◆ WORK TO BE COMPLETED:
Word for word, repeat the data that follows. Do not include the pictures.

◆ RECORD EXTRACTS:
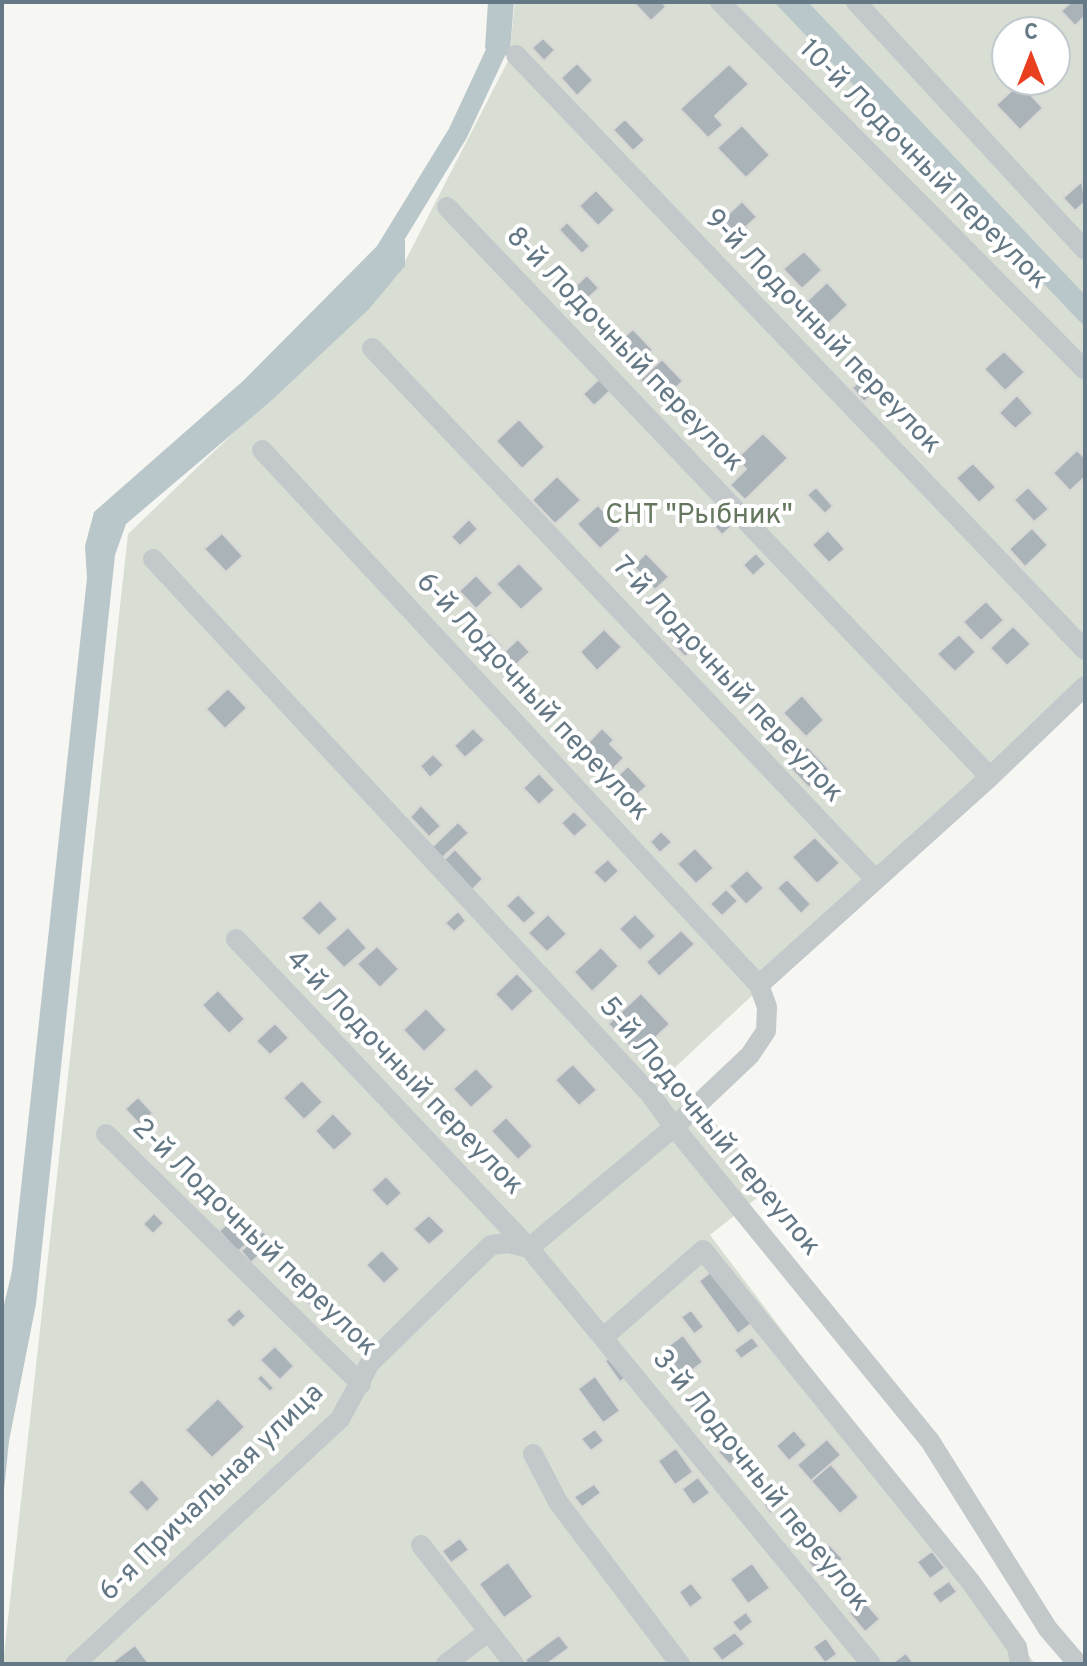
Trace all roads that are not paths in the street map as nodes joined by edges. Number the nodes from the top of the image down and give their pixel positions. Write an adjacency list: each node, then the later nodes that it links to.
1 (720, 2): 7 (street, 10-й Лодочный переулок)
2 (856, 2): 5 (street)
3 (516, 55): 10 (street, 9-й Лодочный переулок)
4 (447, 207): 12 (street, 8-й Лодочный переулок)
5 (1085, 250)
6 (372, 348): 13 (street, 7-й Лодочный переулок)
7 (1085, 370)
8 (262, 450): 15 (street, 6-й Лодочный переулок)
9 (153, 559): 16 (street, 5-й Лодочный переулок)
10 (1085, 650)
11 (1085, 686): 12 (street)
12 (990, 777): 13 (street)
13 (874, 878): 15 (street)
14 (236, 939): 18 (street, 4-й Лодочный переулок)
15 (759, 985): 16 (street)
16 (674, 1127): 18 (street); 30 (street, 5-й Лодочный переулок)
17 (106, 1134): 20 (street, 2-й Лодочный переулок)
18 (529, 1248): 19 (street, 4-й Лодочный переулок); 20 (street, 6-я Причальная улица)
19 (605, 1336): 28 (street, 3-й Лодочный переулок); 29 (street)
20 (361, 1384): 24 (street, 6-я Причальная улица)
21 (533, 1454): 27 (street)
22 (421, 1545): 23 (street)
23 (488, 1632): 25 (street); 26 (street)
24 (75, 1664)
25 (446, 1664)
26 (514, 1664)
27 (680, 1664)
28 (871, 1664)
29 (1020, 1664)
30 (1078, 1664)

◆ FINISHED TASK:
Trace all roads that are not paths in the street map as nodes joined by edges. Number the nodes from the top of the image down and give their pixel positions. Write an adjacency list: each node, then the later nodes that it links to.
1 (720, 2): 7 (street, 10-й Лодочный переулок)
2 (856, 2): 5 (street)
3 (516, 55): 10 (street, 9-й Лодочный переулок)
4 (447, 207): 12 (street, 8-й Лодочный переулок)
5 (1085, 250)
6 (372, 348): 13 (street, 7-й Лодочный переулок)
7 (1085, 370)
8 (262, 450): 15 (street, 6-й Лодочный переулок)
9 (153, 559): 16 (street, 5-й Лодочный переулок)
10 (1085, 650)
11 (1085, 686): 12 (street)
12 (990, 777): 13 (street)
13 (874, 878): 15 (street)
14 (236, 939): 18 (street, 4-й Лодочный переулок)
15 (759, 985): 16 (street)
16 (674, 1127): 18 (street); 30 (street, 5-й Лодочный переулок)
17 (106, 1134): 20 (street, 2-й Лодочный переулок)
18 (529, 1248): 19 (street, 4-й Лодочный переулок); 20 (street, 6-я Причальная улица)
19 (605, 1336): 28 (street, 3-й Лодочный переулок); 29 (street)
20 (361, 1384): 24 (street, 6-я Причальная улица)
21 (533, 1454): 27 (street)
22 (421, 1545): 23 (street)
23 (488, 1632): 25 (street); 26 (street)
24 (75, 1664)
25 (446, 1664)
26 (514, 1664)
27 (680, 1664)
28 (871, 1664)
29 (1020, 1664)
30 (1078, 1664)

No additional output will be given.